I'll accept this as an agree-to-disagree impasse. One of my bugbears is how a lot of media would rather have the credence of "being about big themes and ideas" than focus of the basic storycraft of making engaging characters and drama. Sorry, I don't buy the female astronaut suddenly spouting histrionic new age horseshit after she was originally portrayed as being reasonable if not coldly so. I don't accept the importance of Murphy's daddy issues when contrasted against how neglected the son is (who doesn't even warrant inclusion in the happy reunion). I don't think finding the macguffin formula would magically render it applicable in the real world or reverses decades of ecological destruction.

Also, the movie can't claim Cooper has a bond with Murphy yet frame the conflict as him abandoning her for the mission. That's something that's mutually-exclusive and can't be both.

Problems like these aren't solved by me reading Kip Thorne's science textbook on the movie. I'll take 100 "simplistic" movies with emotional honesty over these dour, overwrought epics and 2001: Space Oddysey wannabes.
 

Laughing Man

New member
Oct 10, 2008
1,715
0
0
Well he managed to overcome all the obstacles in-front of him, apart from airlock, with ease.

Sandstorm that he has no idea about that is made out to be huge and mission stopping that NASA are extremely worried about? Eh he figures it out pretty quickly and avoids it.

Drill knocks out Pathfinder (probably the only problem he creates for himself)? Eh no problem he figures out how to do everything without NASA's help with ease.

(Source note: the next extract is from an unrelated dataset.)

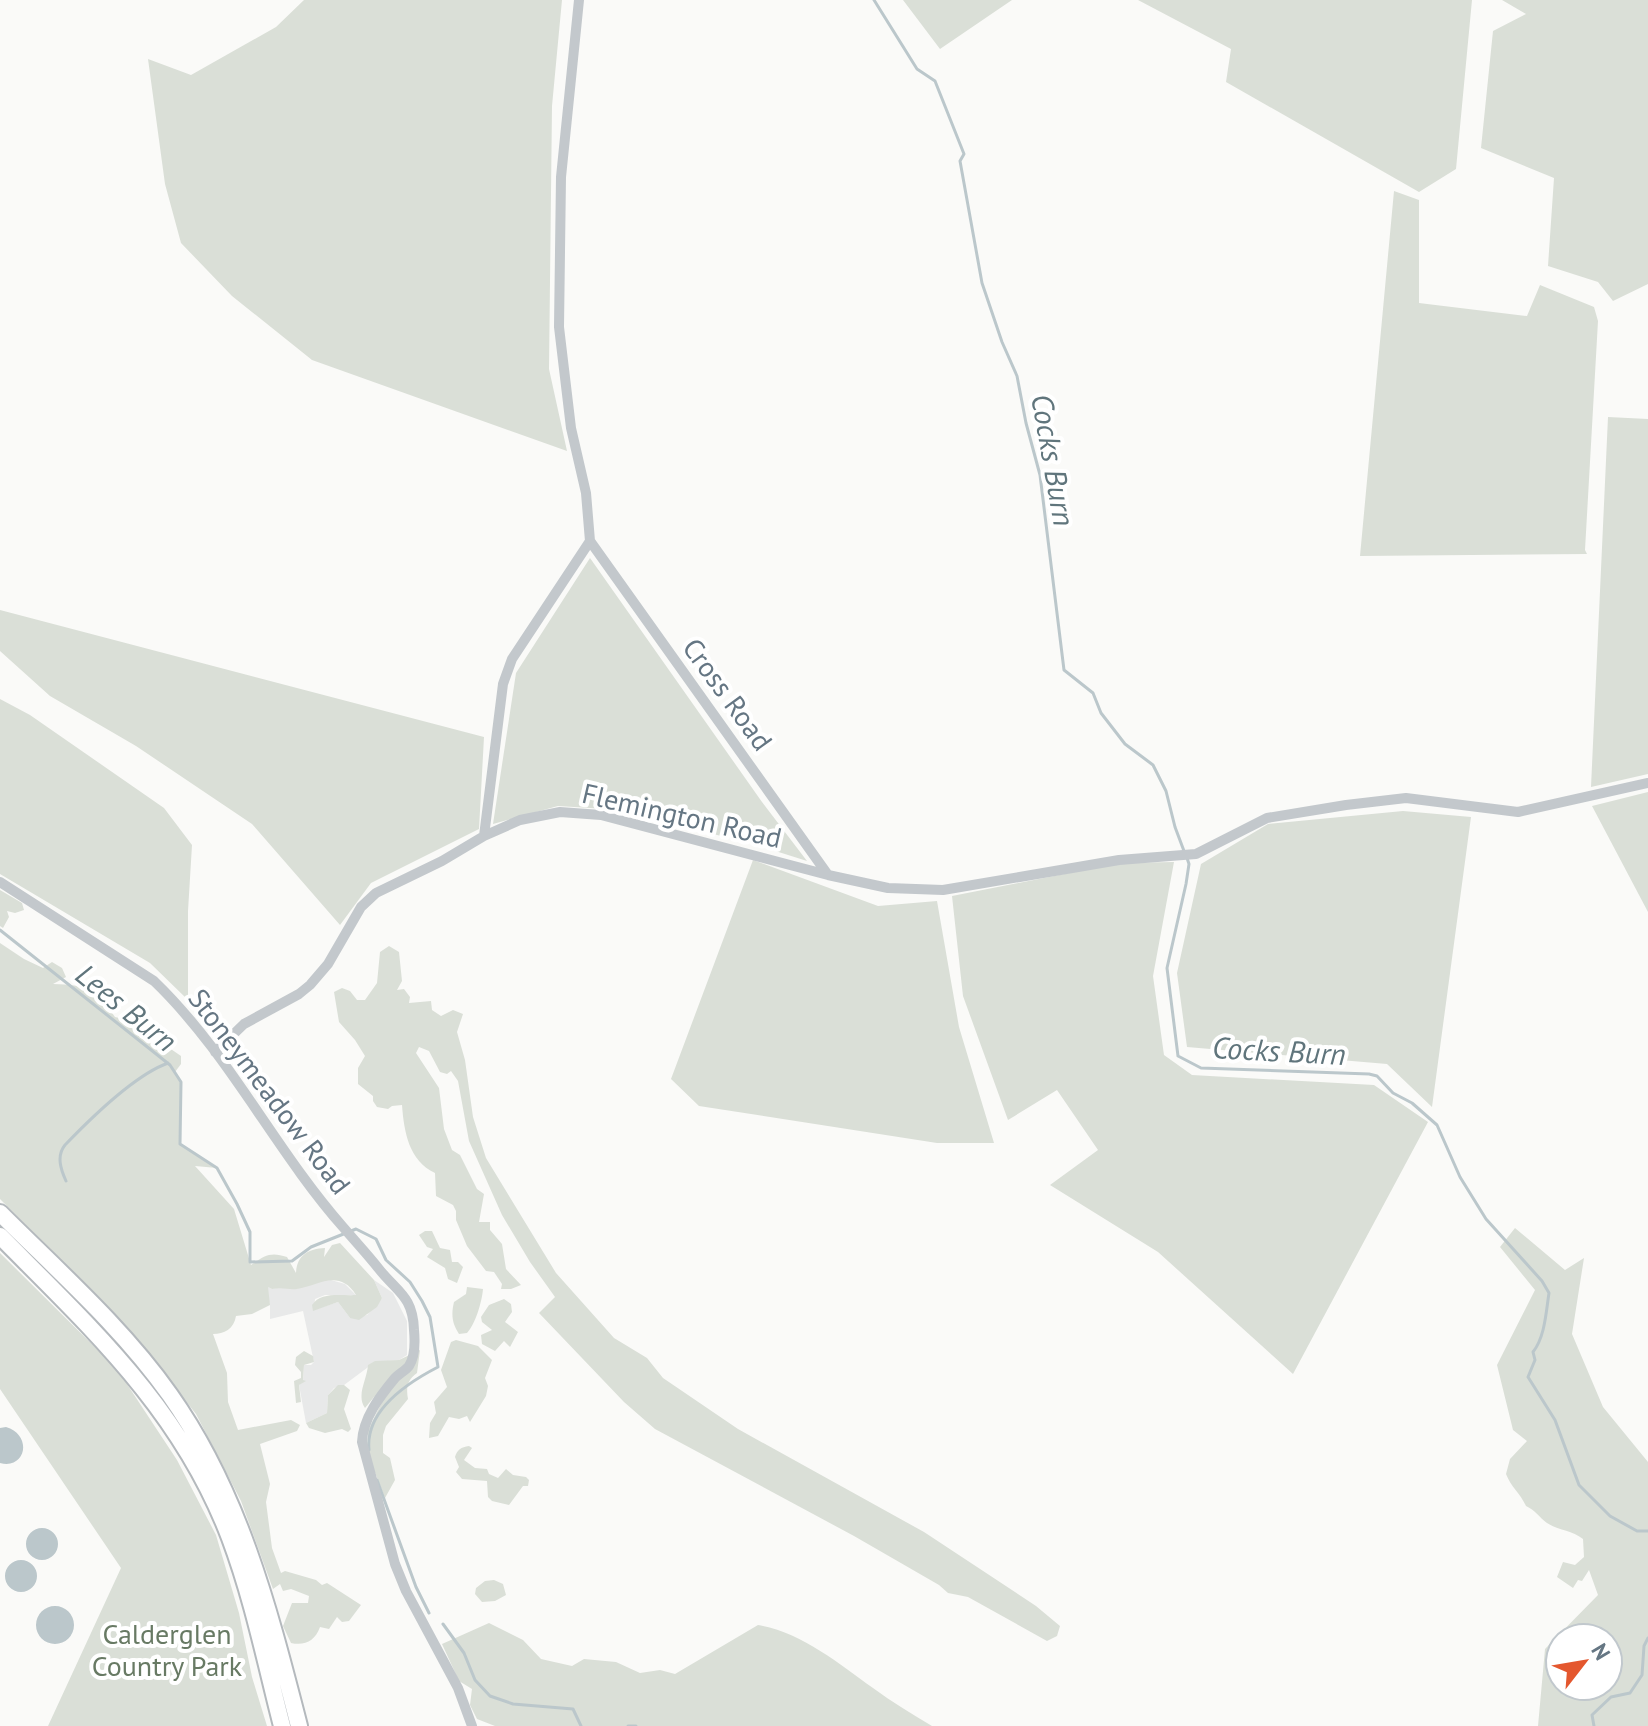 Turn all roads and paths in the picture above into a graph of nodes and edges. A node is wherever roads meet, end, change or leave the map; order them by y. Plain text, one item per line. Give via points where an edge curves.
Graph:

Rover flips over? Eh no problem, he flips it back the right way and continues on his way. I mean you think at least one of these major problems would be like, a problem to him.
Yes like a large number of humans have done since the start of humans they solved the problem. What you seem to be complaining about is that he didn't just stop where he was break down have a cry admit to just giving up and then some how at the last minute find a solution, like Sandra Bullock did in Gravity. He encountered problems and he solved them because the alternative would have been a very long very drawn out and very lonely death a very long way from home, also most folk have to deal with problems on top of going about their daily lives, his daily life is LITERALLY solve the next problem or die. He was also by no means perfect, he didn't notice the storm until he was already in it, he actually kicks himself for not rotating use of the habs air locks, blaming himself for using the same airlock over and over, he killed path finder, he rolled the rover, he nearly blew the hab to bits and for no reason whatsoever decides he's going to dip a potato in Vicadin (which I thought would turn in to some sort of House in space addiction thing to create conflict) and was quite pleasantly surprised when it didn't. He's also pretty big headed which is very clear from quite a number of log statements he makes, best botanist, up yours Armstrong, etc

You do know that basic Hex is a part of Mechanical Engineering right?
It's part of most basic Engineering degrees, first year of my Electronic Engineering degree we looked at it extensively.

Seriously, all of those other movies suck compared to that. The martian is basically apollo 13 for idiots
Care to explain that statement in a bit more detail? The science is a good more detailed you also the have addition that Apollo 13 is based on real world events so the mistakes that movie does have, and it does have a few both in terms of hard science and procedural activity can't be excused.

As for the three movies in question

Gravity was amazing to look at but the concept that all these structures would be on the same orbital paths and could collide with each other was just stupid, but suspension of disbelief I guess.

The Martian was my kind of movie, a guy solves problems to survive, the fact that Watney was funny just made things better I think the big twist would have been for him to die at the end through something that he had control and no ability to solve or fix but the fact he lives comes as no dis-appointment.

Interstellar, watched a video about the batshit crazy ending, have never gotten round to watching the actual film, I might but I am worried Ill spend the majority of it going Watney was better.